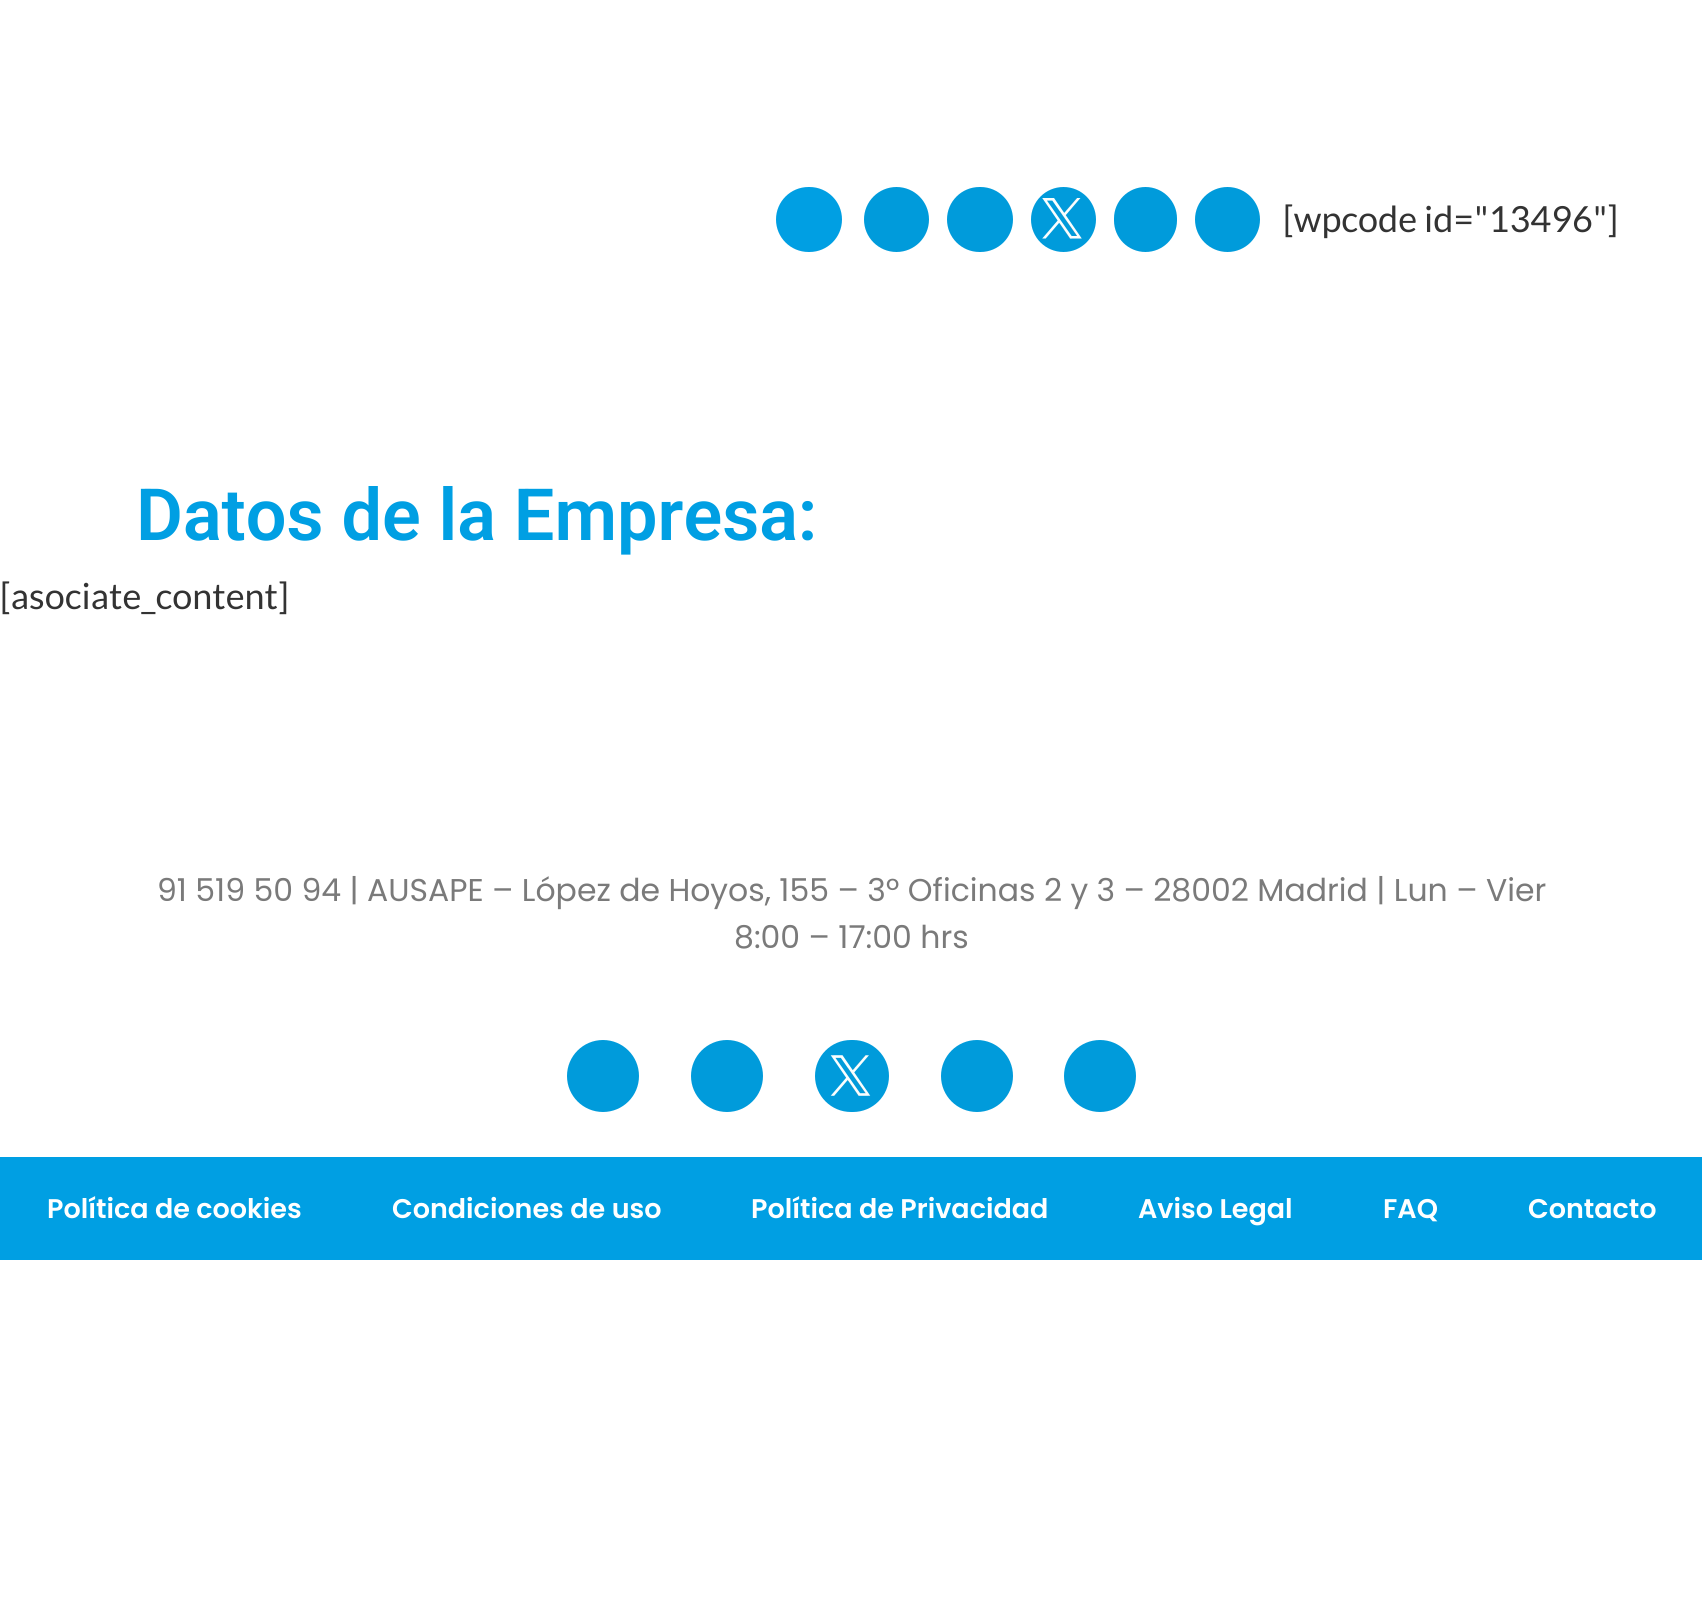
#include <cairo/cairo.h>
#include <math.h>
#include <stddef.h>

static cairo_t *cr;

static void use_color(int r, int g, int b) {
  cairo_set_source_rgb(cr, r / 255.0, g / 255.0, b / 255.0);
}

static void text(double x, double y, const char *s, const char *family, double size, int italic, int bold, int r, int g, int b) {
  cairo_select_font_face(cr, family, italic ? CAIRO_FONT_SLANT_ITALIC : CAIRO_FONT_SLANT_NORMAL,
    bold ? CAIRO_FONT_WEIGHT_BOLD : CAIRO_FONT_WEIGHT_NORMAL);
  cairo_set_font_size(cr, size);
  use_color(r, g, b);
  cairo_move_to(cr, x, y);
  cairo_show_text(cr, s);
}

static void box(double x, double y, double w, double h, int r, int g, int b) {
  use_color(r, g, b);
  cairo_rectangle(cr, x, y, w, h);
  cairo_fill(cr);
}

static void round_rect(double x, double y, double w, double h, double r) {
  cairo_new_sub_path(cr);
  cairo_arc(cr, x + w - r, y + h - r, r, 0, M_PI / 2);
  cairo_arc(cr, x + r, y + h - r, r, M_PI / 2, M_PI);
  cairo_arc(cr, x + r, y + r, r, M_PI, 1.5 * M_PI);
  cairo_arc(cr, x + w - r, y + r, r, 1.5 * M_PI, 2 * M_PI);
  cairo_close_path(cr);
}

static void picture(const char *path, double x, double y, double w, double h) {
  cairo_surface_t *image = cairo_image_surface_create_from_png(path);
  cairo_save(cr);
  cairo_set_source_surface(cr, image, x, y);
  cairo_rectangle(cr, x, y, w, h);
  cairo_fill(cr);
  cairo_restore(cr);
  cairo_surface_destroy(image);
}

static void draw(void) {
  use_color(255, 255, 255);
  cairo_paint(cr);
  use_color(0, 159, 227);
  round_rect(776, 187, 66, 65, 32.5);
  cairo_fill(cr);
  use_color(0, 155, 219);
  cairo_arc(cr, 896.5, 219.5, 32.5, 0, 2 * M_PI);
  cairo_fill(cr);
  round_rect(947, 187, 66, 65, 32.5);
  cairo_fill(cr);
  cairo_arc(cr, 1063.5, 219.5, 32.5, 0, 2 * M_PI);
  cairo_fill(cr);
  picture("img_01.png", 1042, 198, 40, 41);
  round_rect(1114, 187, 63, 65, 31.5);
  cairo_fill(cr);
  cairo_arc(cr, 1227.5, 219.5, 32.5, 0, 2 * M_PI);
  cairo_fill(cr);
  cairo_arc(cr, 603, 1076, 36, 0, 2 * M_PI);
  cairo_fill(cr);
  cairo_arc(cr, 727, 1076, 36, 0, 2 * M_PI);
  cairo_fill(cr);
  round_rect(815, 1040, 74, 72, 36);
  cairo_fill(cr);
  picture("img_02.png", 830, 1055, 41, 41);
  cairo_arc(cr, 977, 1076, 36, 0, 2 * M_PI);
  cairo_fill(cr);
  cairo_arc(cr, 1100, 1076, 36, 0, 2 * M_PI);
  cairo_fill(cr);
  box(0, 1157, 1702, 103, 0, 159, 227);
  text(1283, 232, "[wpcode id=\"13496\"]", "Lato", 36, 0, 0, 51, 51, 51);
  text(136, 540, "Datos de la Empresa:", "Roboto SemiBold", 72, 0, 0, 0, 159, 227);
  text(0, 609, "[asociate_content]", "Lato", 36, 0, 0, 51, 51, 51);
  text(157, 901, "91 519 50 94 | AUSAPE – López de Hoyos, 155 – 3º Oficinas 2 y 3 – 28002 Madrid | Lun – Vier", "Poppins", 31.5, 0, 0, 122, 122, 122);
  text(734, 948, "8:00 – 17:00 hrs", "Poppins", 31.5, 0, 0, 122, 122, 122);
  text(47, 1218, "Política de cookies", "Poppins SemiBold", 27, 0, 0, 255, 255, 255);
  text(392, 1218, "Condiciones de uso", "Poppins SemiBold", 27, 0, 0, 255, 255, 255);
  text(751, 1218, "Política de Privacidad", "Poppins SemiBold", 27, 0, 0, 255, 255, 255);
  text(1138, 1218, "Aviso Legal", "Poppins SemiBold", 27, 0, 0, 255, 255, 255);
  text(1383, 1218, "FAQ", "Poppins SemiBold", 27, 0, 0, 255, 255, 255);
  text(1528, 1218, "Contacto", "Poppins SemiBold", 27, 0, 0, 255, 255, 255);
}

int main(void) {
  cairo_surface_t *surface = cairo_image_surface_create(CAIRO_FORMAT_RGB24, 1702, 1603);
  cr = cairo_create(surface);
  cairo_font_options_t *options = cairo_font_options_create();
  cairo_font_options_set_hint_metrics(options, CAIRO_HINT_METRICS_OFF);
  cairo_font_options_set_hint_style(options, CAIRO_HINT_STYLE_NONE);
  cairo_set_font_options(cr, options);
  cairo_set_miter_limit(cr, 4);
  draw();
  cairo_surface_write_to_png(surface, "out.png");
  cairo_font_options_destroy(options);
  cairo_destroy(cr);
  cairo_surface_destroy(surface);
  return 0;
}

**********

## Your instructions
Search the entries for the string "include". Copy every line that has it.

## Problem solution
#include <cairo/cairo.h>
#include <math.h>
#include <stddef.h>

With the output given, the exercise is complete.